▸ GIVEN DATA
· · · ·

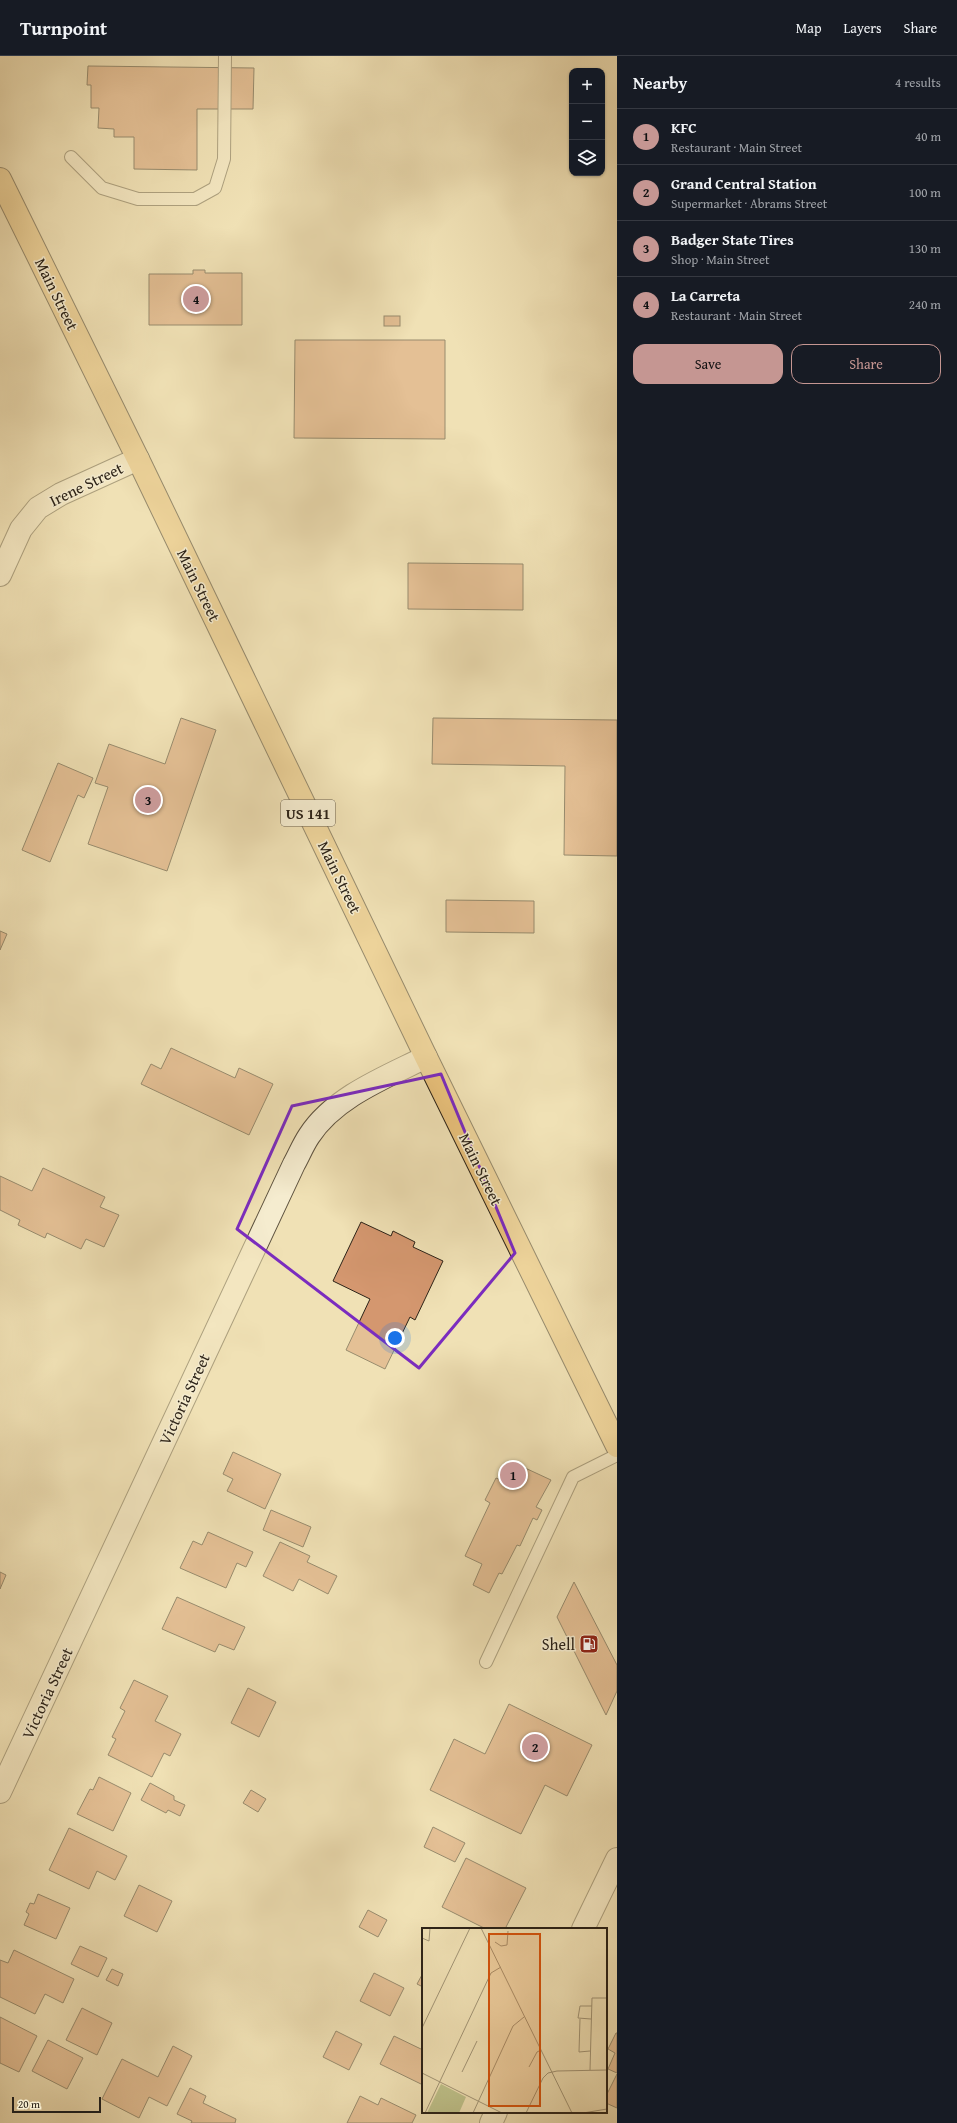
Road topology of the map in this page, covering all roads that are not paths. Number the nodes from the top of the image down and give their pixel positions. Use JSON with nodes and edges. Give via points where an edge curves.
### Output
{"nodes":[{"id":1,"x":225,"y":56,"type":"edge"},
{"id":2,"x":71,"y":157,"type":"dead end"},
{"id":3,"x":0,"y":178,"type":"edge"},
{"id":4,"x":138,"y":459,"type":"junction"},
{"id":5,"x":0,"y":575,"type":"edge"},
{"id":6,"x":426,"y":1057,"type":"junction"},
{"id":7,"x":617,"y":1446,"type":"edge"},
{"id":8,"x":617,"y":1456,"type":"edge"},
{"id":9,"x":486,"y":1662,"type":"dead end"},
{"id":10,"x":0,"y":1792,"type":"edge"},
{"id":11,"x":617,"y":1859,"type":"edge"},
{"id":12,"x":583,"y":1928,"type":"edge"},
{"id":13,"x":496,"y":2113,"type":"edge"},
{"id":14,"x":491,"y":2123,"type":"edge"}],
"edges":[{"from":1,"to":2,"type":"lane","via":[[224,159],[215,188],[195,199],[138,199],[102,188]]},
{"from":3,"to":4,"type":"main road","name":"Main Street","number":"US 141"},
{"from":4,"to":5,"type":"street","name":"Irene Street","via":[[61,494],[38,508],[21,529]]},
{"from":4,"to":6,"type":"main road","name":"Main Street","number":"US 141"},
{"from":6,"to":7,"type":"main road","name":"Main Street","number":"US 141"},
{"from":6,"to":10,"type":"street","name":"Victoria Street","via":[[349,1098],[326,1116],[309,1135]]},
{"from":8,"to":9,"type":"lane","via":[[573,1477]]},
{"from":11,"to":12,"type":"street"},
{"from":13,"to":14,"type":"street"}]}
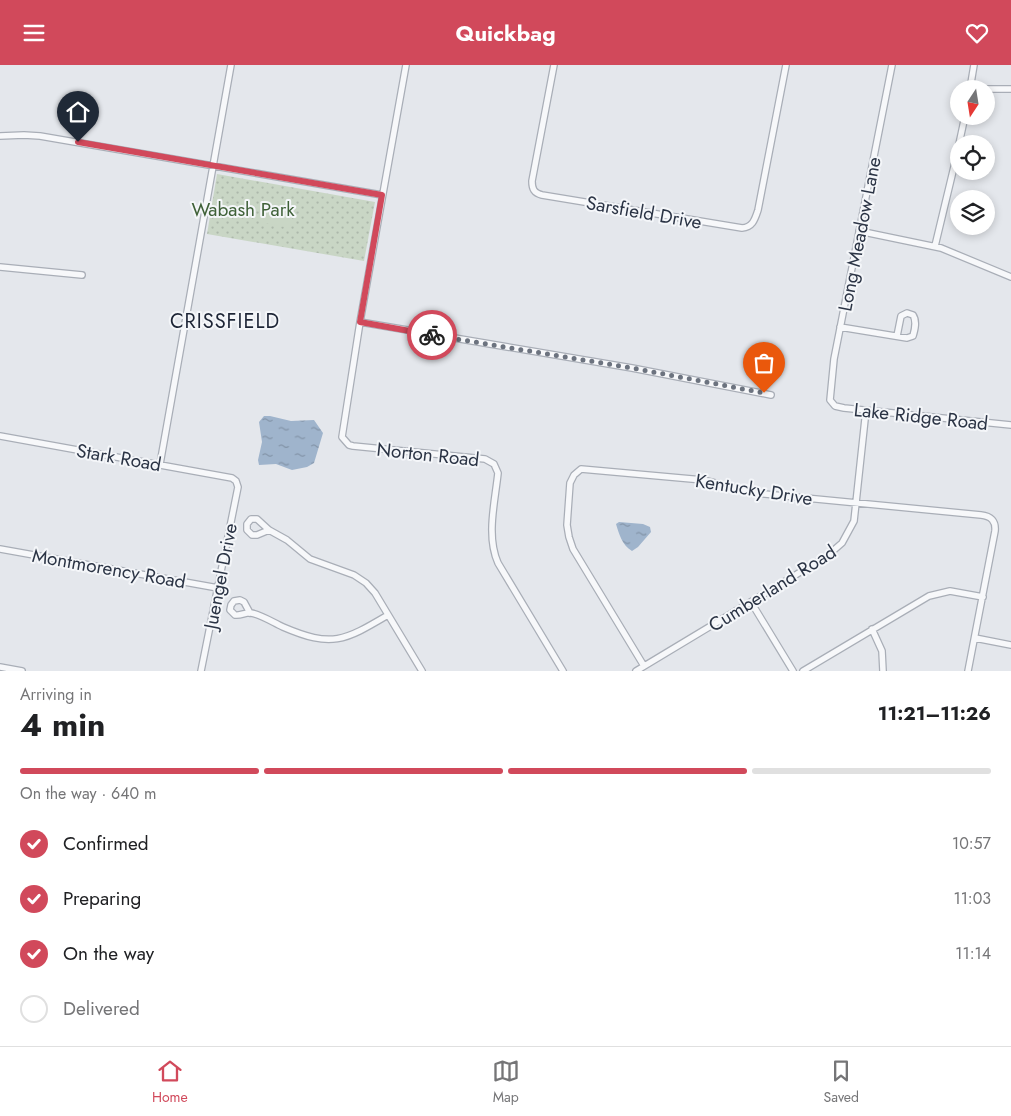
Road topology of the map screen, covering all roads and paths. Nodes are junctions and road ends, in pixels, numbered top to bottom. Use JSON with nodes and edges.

· · · ·

▸ WORK INSTRUCTION
Would you return the data exactly as written, without the pictures?

▸ ANSWER SECTION
Road topology of the map in this page, covering all roads that are not paths. Number the nodes from the top of the image down and give their pixel positions. Use JSON with nodes and edges. Give via points where an edge curves.
### Output
{"nodes":[{"id":1,"x":225,"y":56,"type":"edge"},
{"id":2,"x":71,"y":157,"type":"dead end"},
{"id":3,"x":0,"y":178,"type":"edge"},
{"id":4,"x":138,"y":459,"type":"junction"},
{"id":5,"x":0,"y":575,"type":"edge"},
{"id":6,"x":426,"y":1057,"type":"junction"},
{"id":7,"x":617,"y":1446,"type":"edge"},
{"id":8,"x":617,"y":1456,"type":"edge"},
{"id":9,"x":486,"y":1662,"type":"dead end"},
{"id":10,"x":0,"y":1792,"type":"edge"},
{"id":11,"x":617,"y":1859,"type":"edge"},
{"id":12,"x":583,"y":1928,"type":"edge"},
{"id":13,"x":496,"y":2113,"type":"edge"},
{"id":14,"x":491,"y":2123,"type":"edge"}],
"edges":[{"from":1,"to":2,"type":"lane","via":[[224,159],[215,188],[195,199],[138,199],[102,188]]},
{"from":3,"to":4,"type":"main road","name":"Main Street","number":"US 141"},
{"from":4,"to":5,"type":"street","name":"Irene Street","via":[[61,494],[38,508],[21,529]]},
{"from":4,"to":6,"type":"main road","name":"Main Street","number":"US 141"},
{"from":6,"to":7,"type":"main road","name":"Main Street","number":"US 141"},
{"from":6,"to":10,"type":"street","name":"Victoria Street","via":[[349,1098],[326,1116],[309,1135]]},
{"from":8,"to":9,"type":"lane","via":[[573,1477]]},
{"from":11,"to":12,"type":"street"},
{"from":13,"to":14,"type":"street"}]}
Road topology of the map screen, covering all roads and paths. Nodes are junctions and road ends, in pixels, numbered top to bottom. Use JSON with nodes and edges.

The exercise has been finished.